Menelaus demands that his brother wage war on Troy to get Helen back, while Agamemnon takes it as an opportunity to seize Troy's wealth and consolidate and increase his power, and the former suitors are gathered to fulfill their oath. Agamemnon reluctantly sacrifices his and Clytemnestra's own young daughter Iphigenia for favorable strong winds so that the Greek fleet can set sail. When the Greeks arrive to demand the return of Helen, Priam refuses. The Greeks attack and occupy Troy.

The war rages on for ten years. Agamemnon agrees to end it if, in a single duel, Menelaus wins over Paris. Agamemnon poisons Menelaus' javelin. Paris is cut but Menelaus stops the fight and the two men make peace. Hector challenges Agamemnon to a duel to the death; Achilles takes up the challenge and kills Hector. To try to save Paris, Helen sneaks into the Greek camp at night and attempts to surrender to Agamemnon, but Agamemnon is determined to conquer Troy in return for his daughter's life, and Paris intervenes having sneaked in himself. Achilles charges at him, but Paris shoots Achilles in the heel. Paris is saved by Trojan soldiers but Agamemnon stabs him and he dies in Helen's arms.

During Paris' funeral, the Greeks appear to sail away, leaving a huge wooden horse on the beach of Troy. The horse is taken into the city, but there are Greek soldiers inside it, a stratagem of Odysseus. When the city is asleep at that night, the Greeks inside the horse open the gates to the rest of their army. The rampaging Greeks kill both Priam and the queen Hecuba. Agamemnon seats himself on Troy's throne declaring himself as a dictator and ruler of the Aegean entirely, having Helen brought to him and raping her in front of Menelaus, who is restrained from intervening.
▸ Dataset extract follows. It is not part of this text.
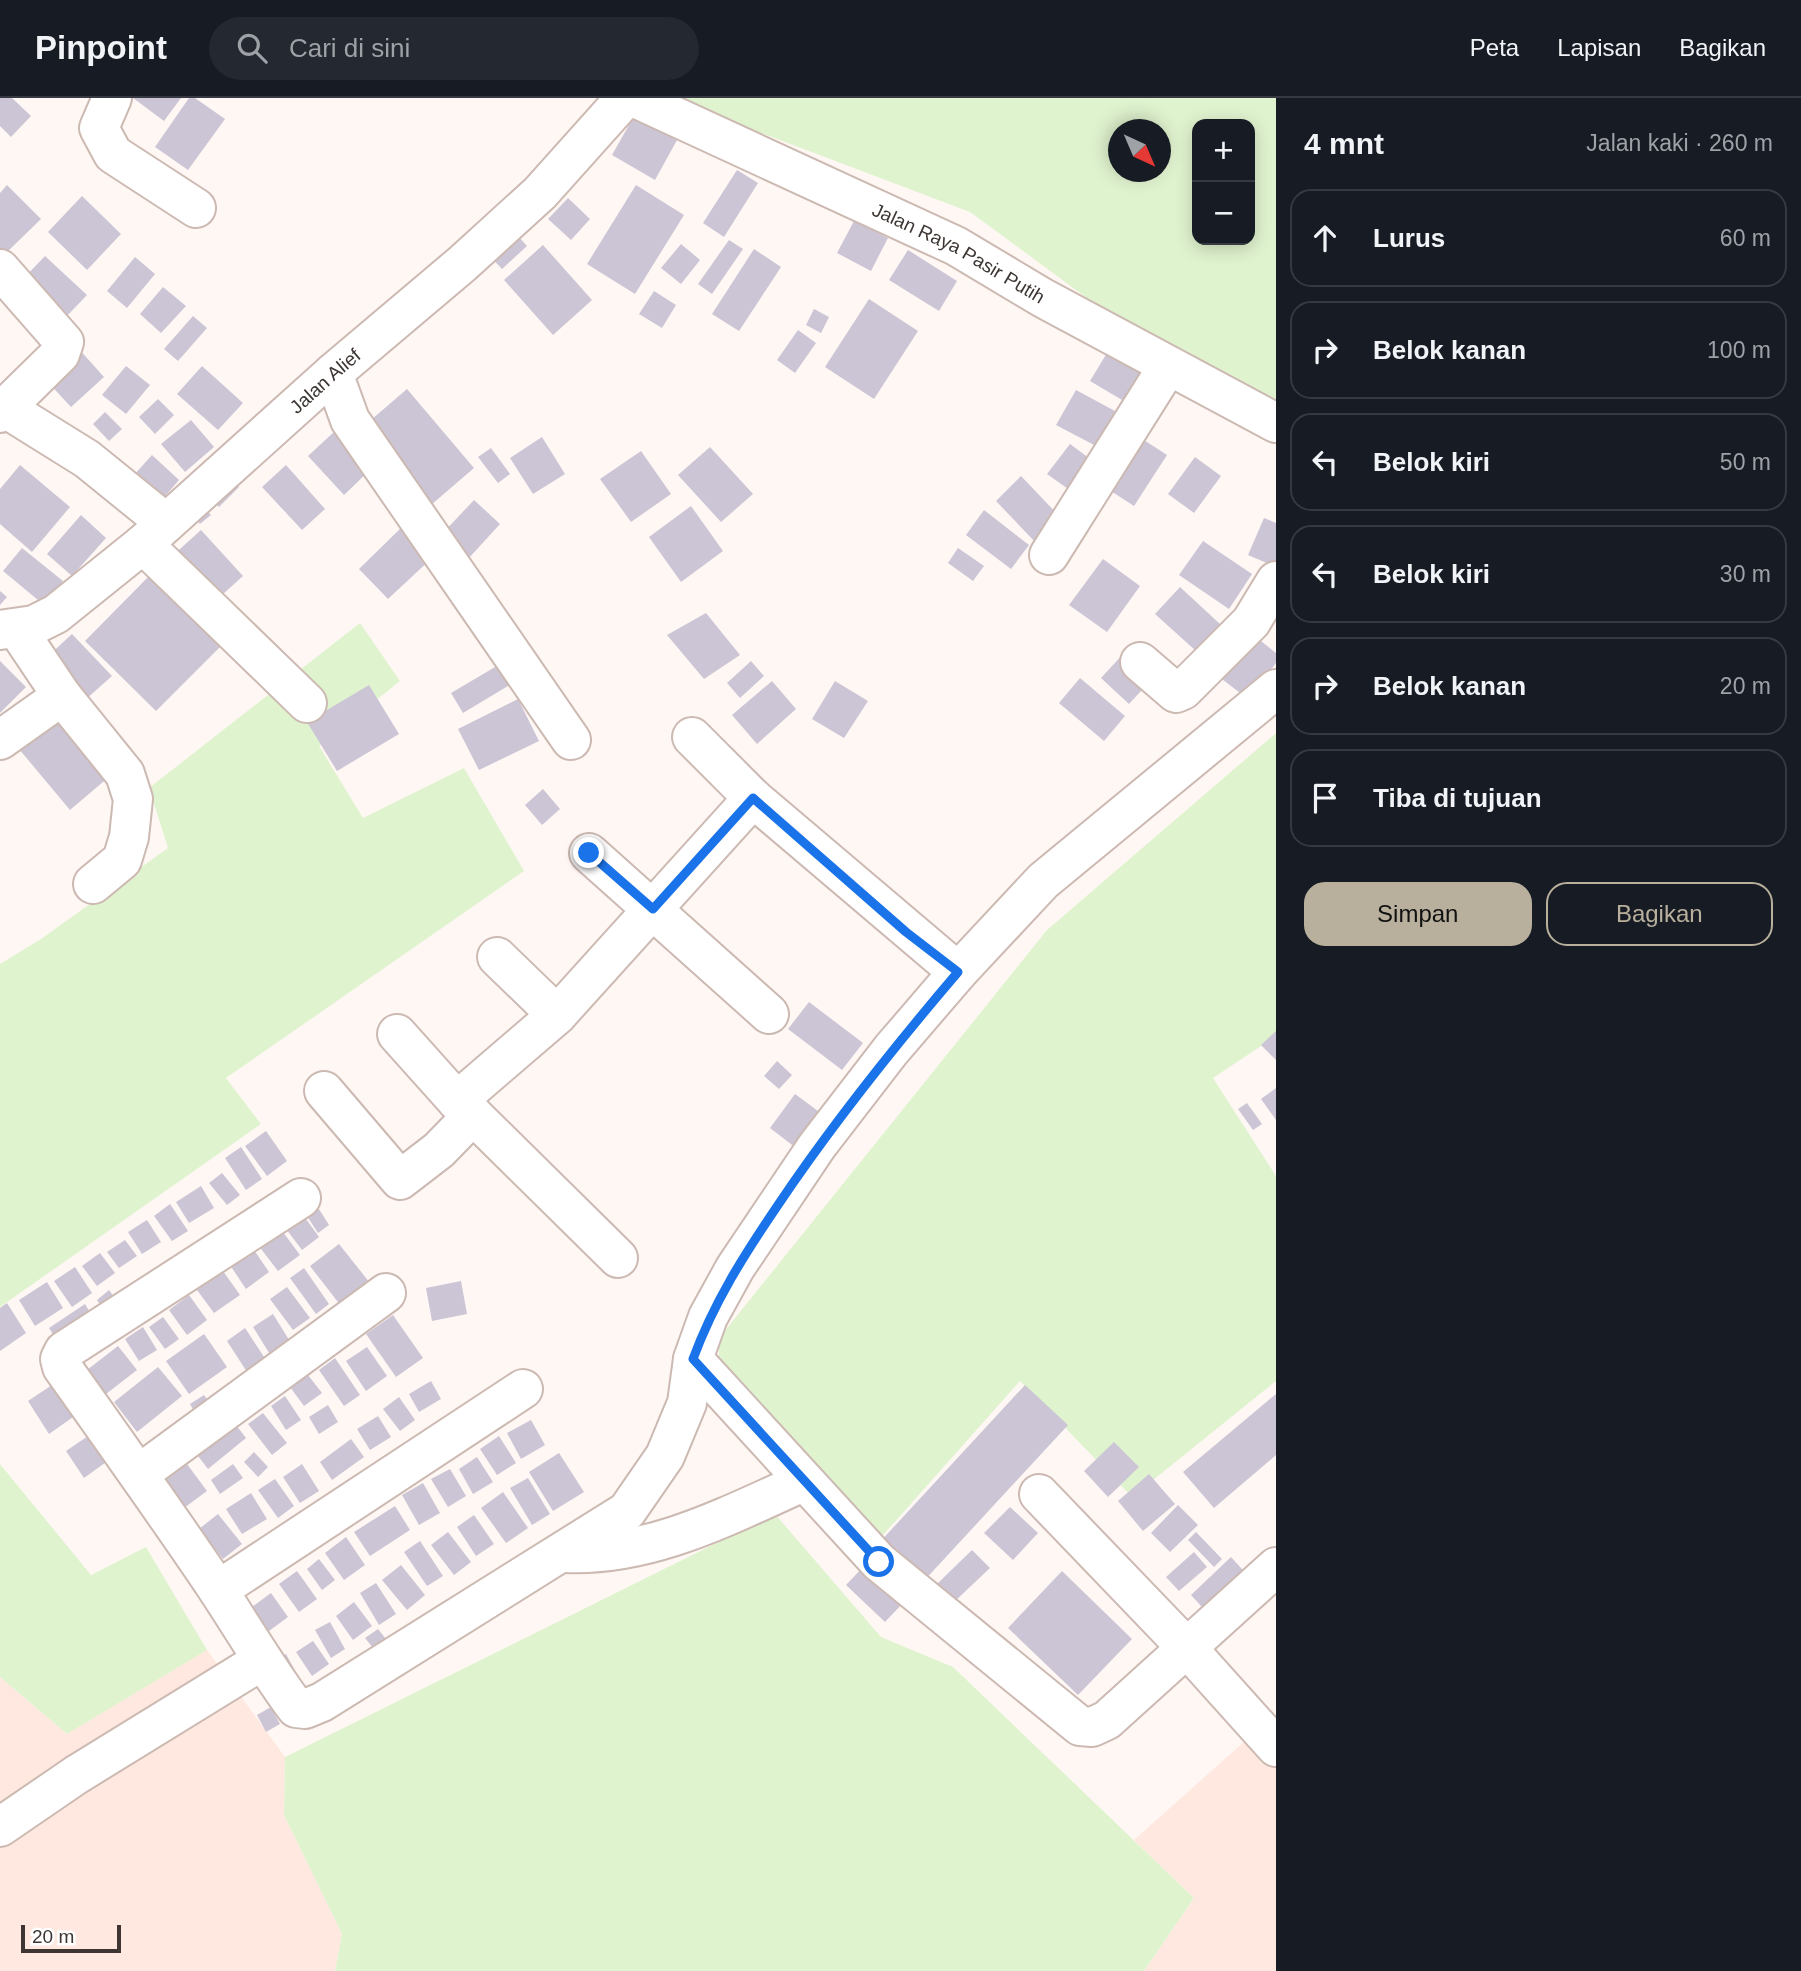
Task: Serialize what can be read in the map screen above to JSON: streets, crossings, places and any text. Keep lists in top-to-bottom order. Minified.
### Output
{"streets":{"street":["Jalan Raya Pasir Putih","Jalan Alief"]},"scale_bar":"20 m","north":"bottom right","page":{"header":"Pinpoint","search":"Cari di sini","nav":["Peta","Lapisan","Bagikan"],"heading":["4 mnt","Jalan kaki · 260 m"],"map_buttons":["+","−"],"list":[["Lurus","60 m"],["Belok kanan","100 m"],["Belok kiri","50 m"],["Belok kiri","30 m"],["Belok kanan","20 m"],"Tiba di tujuan"],"buttons":["Simpan","Bagikan"],"scale":"20 m"}}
The next morning, as the Greek soldiers continue to sack the city, Clytemnestra arrives, rescuing her sister and killing her husband, finally avenging their daughter.
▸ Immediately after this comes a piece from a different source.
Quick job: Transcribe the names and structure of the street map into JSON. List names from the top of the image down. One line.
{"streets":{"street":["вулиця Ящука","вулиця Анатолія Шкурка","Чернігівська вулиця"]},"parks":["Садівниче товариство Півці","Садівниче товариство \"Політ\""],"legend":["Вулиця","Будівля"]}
Helen wanders through the ruined city. At the spot where Paris died, she sees his apparition. She begs him to take her with him to the afterlife but he says that she must wait for her time. A compassionate Menelaus takes her back to Sparta, where they will reign as king and queen. Troy, once the richest kingdom of all, is left in ruins.

==Cast==
- Sienna Guillory as Helen
- Matthew Marsden as Paris
- Rufus Sewell as Agamemnon
- James Callis as Menelaus
- Daniel Lapaine as Hector
- John Rhys-Davies as King Priam of Troy
- Stellan Skarsgård as Theseus
- Maryam d'Abo as Queen Hecuba
- Emilia Fox as Cassandra, Princess of Troy
- Nigel Whitmey as Odysseus
- Joe Montana as Achilles
- Katie Blake as Clytemnestra
- Craig Kelly as Pollux

==Awards==
- Visual Effects Society - winner - Outstanding Models and Miniatures in a Televised Program, Music Video, or Commercial
- Visual Effects Society - nominee - Outstanding Visual Effects in a Television Miniseries, Movie, or Special
- Primetime Emmy Awards - nominee - Outstanding Makeup for a Miniseries, Movie or a Special
- Art Directors Guild - nominee - Excellence in Production Design
- Motion Picture Sound Editors - nominee - Golden Reel Award for Best Sound Editing in Television Long Form
- Online Film & Television Association - nominee - Best Miniseries
- Online Film & Television Association - nominee - Best Production Design in a Motion Picture or Miniseries
- Satellite Awards - nominee - Best Miniseries

==Viewership==
The first part of series would be watched by 4.3 million viewers. The two-episode miniseries averaged 4.1 million viewers, which would be a 70% increase from the USA Network's season average of 2.5 million viewers for programming which aired in the same time slots. However, this was also significant lower than the 7 million viewership which the USA Network previously earned with Attila in 2001.